Sentiment was mixed. Relief that the earnings season had so far sprung no nasty surprises was offset by perceptions that much of the good news was already priced into shares after a strong market rally during the past two quarters.
Strategists said they still expected a return to top-line growth to be the next driver of profits and that upgrades to earnings forecasts should fuel fresh gains in the final quarter of the year and early next year.
"Upgrades to earnings expectations over the remainder of this year will continue to boost the performance of US, and consequently global equities," said JP Morgan global equity strategist Abhijit Chakrabortti.
But even if 2003 was expected to go down as a relatively good year for many companies, Chakrabortti along with other strategists warned that the sustainability of profit growth was far from assured.
"In 2004, we believe the consensus will revert to its usual pattern of steady earnings downgrades throughout the year" he said, adding that the prospect of interest rate increases from the Federal Reserve and decelerating earnings momentum relative to this year would result in weaker equity performance.
Around Europe, London's FTSE 100 closed 0.1 percent higher but the CAC 40 ended 0.1 lower in Paris and the Swiss blue chip index shed 0.3 percent.

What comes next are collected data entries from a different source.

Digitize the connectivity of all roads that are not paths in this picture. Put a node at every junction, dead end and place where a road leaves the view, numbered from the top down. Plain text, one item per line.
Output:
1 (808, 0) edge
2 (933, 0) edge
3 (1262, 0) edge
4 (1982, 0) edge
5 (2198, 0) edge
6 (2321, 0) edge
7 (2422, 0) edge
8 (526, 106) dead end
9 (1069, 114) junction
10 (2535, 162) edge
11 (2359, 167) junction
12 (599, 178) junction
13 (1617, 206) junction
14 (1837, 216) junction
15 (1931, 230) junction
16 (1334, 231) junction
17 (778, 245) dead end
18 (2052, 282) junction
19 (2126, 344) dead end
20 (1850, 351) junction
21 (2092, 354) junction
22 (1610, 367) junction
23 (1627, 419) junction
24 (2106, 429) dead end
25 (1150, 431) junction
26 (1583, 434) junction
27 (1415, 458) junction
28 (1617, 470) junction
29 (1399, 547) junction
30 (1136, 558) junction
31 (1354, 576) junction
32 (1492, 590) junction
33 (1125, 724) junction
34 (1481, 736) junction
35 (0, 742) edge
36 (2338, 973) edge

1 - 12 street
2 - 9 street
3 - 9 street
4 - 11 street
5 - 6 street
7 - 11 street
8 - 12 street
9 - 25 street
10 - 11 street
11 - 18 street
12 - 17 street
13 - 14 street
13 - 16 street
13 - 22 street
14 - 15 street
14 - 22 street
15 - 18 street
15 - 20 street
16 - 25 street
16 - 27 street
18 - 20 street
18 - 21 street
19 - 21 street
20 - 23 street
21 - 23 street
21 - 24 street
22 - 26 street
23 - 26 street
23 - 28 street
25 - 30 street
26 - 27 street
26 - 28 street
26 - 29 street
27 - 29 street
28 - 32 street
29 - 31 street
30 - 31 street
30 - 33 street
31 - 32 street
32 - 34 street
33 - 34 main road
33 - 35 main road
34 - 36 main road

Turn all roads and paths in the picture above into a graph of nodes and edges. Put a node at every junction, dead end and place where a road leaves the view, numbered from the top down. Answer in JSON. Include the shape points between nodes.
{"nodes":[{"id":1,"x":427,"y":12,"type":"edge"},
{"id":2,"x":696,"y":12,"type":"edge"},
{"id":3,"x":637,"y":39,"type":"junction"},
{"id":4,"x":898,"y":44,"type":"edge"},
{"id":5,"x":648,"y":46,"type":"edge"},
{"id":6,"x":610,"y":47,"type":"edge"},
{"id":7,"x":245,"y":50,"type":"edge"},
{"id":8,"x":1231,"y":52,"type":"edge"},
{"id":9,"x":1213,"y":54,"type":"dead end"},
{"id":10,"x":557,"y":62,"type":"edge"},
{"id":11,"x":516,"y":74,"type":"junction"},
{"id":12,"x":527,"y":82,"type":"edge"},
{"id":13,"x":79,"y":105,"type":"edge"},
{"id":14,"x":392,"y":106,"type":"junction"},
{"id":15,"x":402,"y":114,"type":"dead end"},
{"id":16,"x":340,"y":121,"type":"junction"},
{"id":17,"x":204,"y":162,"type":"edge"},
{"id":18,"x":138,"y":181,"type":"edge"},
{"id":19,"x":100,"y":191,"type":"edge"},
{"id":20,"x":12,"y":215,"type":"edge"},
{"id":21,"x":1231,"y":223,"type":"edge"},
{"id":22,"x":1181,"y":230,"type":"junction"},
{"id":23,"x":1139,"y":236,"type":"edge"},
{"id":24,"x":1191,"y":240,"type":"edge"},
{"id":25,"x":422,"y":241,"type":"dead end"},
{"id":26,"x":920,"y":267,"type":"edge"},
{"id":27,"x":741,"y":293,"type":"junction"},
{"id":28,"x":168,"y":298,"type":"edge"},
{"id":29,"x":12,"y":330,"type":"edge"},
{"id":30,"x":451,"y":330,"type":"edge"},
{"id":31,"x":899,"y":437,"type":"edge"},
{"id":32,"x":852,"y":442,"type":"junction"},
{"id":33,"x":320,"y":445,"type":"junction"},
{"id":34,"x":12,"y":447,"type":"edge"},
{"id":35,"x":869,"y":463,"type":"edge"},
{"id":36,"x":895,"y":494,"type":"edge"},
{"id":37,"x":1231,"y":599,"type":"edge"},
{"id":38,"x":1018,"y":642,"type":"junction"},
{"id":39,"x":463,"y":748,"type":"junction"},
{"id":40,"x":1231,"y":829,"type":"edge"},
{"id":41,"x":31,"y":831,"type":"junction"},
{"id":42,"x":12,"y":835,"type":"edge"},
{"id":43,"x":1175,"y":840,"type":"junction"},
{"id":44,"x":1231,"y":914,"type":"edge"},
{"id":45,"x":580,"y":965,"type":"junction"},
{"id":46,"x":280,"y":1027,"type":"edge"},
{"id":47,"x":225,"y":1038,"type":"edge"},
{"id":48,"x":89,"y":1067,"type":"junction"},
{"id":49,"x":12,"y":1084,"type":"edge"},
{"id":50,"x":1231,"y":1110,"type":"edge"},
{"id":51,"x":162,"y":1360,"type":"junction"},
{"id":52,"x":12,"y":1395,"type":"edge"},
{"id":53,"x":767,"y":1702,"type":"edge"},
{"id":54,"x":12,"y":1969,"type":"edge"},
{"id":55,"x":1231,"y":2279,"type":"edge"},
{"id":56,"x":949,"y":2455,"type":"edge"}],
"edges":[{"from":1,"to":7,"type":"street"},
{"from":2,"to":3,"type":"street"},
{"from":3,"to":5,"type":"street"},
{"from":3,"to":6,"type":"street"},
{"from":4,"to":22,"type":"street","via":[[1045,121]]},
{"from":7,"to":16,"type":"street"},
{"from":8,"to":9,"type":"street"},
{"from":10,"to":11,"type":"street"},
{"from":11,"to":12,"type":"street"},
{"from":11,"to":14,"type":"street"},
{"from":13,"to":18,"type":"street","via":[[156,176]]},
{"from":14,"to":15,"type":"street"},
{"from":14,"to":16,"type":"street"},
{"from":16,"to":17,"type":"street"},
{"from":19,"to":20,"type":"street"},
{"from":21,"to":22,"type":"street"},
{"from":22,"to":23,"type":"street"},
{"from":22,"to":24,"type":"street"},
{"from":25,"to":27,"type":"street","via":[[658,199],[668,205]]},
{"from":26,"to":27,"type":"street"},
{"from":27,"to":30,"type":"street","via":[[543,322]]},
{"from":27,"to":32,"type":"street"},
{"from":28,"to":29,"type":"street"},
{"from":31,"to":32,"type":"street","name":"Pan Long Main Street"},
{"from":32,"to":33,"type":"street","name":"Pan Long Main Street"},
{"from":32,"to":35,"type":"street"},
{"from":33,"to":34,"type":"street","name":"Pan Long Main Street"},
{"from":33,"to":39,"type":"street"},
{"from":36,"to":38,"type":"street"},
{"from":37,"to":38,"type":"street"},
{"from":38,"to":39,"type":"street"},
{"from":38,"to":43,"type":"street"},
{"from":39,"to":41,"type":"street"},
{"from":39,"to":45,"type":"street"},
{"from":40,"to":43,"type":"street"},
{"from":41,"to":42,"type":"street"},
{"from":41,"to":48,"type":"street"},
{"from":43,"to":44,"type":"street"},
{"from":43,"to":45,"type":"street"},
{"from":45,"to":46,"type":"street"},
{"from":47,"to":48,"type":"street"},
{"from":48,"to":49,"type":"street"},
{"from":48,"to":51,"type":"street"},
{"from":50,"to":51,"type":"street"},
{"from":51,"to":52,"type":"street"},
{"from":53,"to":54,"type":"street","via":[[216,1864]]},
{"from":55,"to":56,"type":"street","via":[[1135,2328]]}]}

Frankfurt's DAX slipped 1.7 percent, weighed by carmakers and other exporters after the euro strengthened again against the dollar.
In New York, the Dow Jones industrial average was 0.7 percent lower and the technology-laced Nasdaq Composite Index was down 1.8 percent.
Investors largely shrugged off the University of Michigan consumer sentiment preliminary survey for this month, which topped economists' forecasts to come in at 89.4. The report added to hopes the US economic rebound is gaining strength and followed an upbeat housing report and a strong rise in a manufacturing survey index for the Philadelphia area.
Dutch retail giant Ahold led blue chips down, off 4.3 percent after warning of weak 2003 trading and lower sales due to increased competition and higher costs. The announcement raised new investor worries about the group's future funding.
However, baby food maker Numico surged 9.8 percent on news it was selling its General Nutrition Cos unit for US$750 million as investors welcomed its retreat from a costly foray into the US health supplements market.
Carmakers DaimlerChrysler and Renault, which both report quarterly results early next week, shed 1.7 percent and 0.8 percent, respectively.
Technology issues were a bright spot, with Finnish handset manufacturer Nokia up three percent to recoup some of the losses suffered on Thursday after the Finnish group's cautious outlook.
But German software giant SAP fell again despite investment banks CSFB and UBS raising their respective target price on the stock, as investors deemed shares still too pricey after a 20-percent plus rally since the start of the month.
Smaller cap Netgem surged 31.6 percent after BT Group Plc picked the French company to supply set-top boxes for its new Internet and digital TV service. Terms were not disclosed. But BT shares were 2.8 percent lower.